Task input:
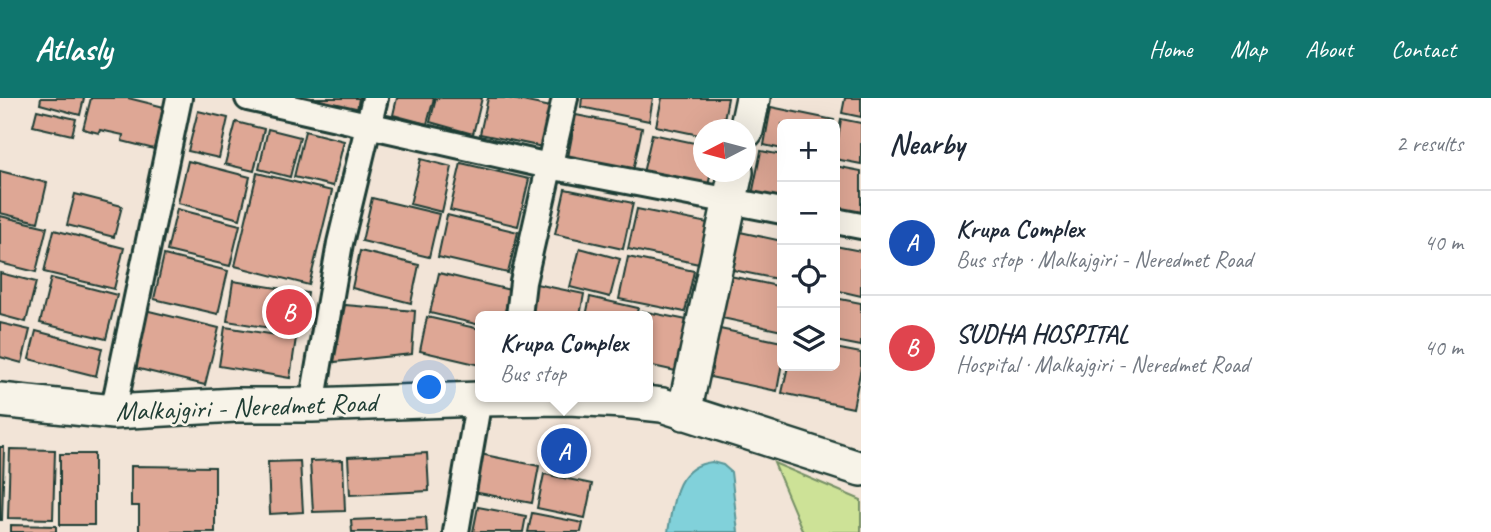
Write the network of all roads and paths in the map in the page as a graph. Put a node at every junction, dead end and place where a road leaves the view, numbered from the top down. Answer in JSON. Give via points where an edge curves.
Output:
{"nodes":[{"id":1,"x":179,"y":98,"type":"edge"},
{"id":2,"x":248,"y":98,"type":"edge"},
{"id":3,"x":375,"y":98,"type":"edge"},
{"id":4,"x":565,"y":98,"type":"edge"},
{"id":5,"x":753,"y":98,"type":"edge"},
{"id":6,"x":749,"y":119,"type":"edge"},
{"id":7,"x":368,"y":127,"type":"junction"},
{"id":8,"x":549,"y":166,"type":"junction"},
{"id":9,"x":732,"y":186,"type":"edge"},
{"id":10,"x":777,"y":208,"type":"edge"},
{"id":11,"x":840,"y":222,"type":"edge"},
{"id":12,"x":861,"y":226,"type":"edge"},
{"id":13,"x":520,"y":311,"type":"edge"},
{"id":14,"x":475,"y":399,"type":"edge"},
{"id":15,"x":0,"y":400,"type":"edge"},
{"id":16,"x":498,"y":402,"type":"edge"},
{"id":17,"x":634,"y":402,"type":"edge"},
{"id":18,"x":312,"y":405,"type":"junction"},
{"id":19,"x":113,"y":412,"type":"junction"},
{"id":20,"x":684,"y":413,"type":"junction"},
{"id":21,"x":860,"y":465,"type":"edge"},
{"id":22,"x":456,"y":532,"type":"edge"}],
"edges":[{"from":1,"to":19,"type":"street"},
{"from":2,"to":7,"type":"street"},
{"from":3,"to":7,"type":"street"},
{"from":4,"to":8,"type":"street"},
{"from":5,"to":6,"type":"main road"},
{"from":7,"to":8,"type":"street"},
{"from":7,"to":18,"type":"street","via":[[340,243]]},
{"from":8,"to":9,"type":"street"},
{"from":8,"to":13,"type":"street"},
{"from":9,"to":10,"type":"street"},
{"from":9,"to":20,"type":"main road"},
{"from":11,"to":12,"type":"street"},
{"from":14,"to":18,"type":"main road","name":"Malkajgiri - Neredmet Road"},
{"from":15,"to":19,"type":"main road","name":"Malkajgiri - Neredmet Road"},
{"from":16,"to":22,"type":"street"},
{"from":17,"to":20,"type":"main road","name":"Malkajgiri - Neredmet Road"},
{"from":18,"to":19,"type":"main road","name":"Malkajgiri - Neredmet Road"},
{"from":20,"to":21,"type":"main road","name":"Malkajgiri - Neredmet Road"}]}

Task instructions: The answer must consist of every line from the entries that holds the string "Neredmet".

Final answer:
{"from":14,"to":18,"type":"main road","name":"Malkajgiri - Neredmet Road"},
{"from":15,"to":19,"type":"main road","name":"Malkajgiri - Neredmet Road"},
{"from":17,"to":20,"type":"main road","name":"Malkajgiri - Neredmet Road"},
{"from":18,"to":19,"type":"main road","name":"Malkajgiri - Neredmet Road"},
{"from":20,"to":21,"type":"main road","name":"Malkajgiri - Neredmet Road"}]}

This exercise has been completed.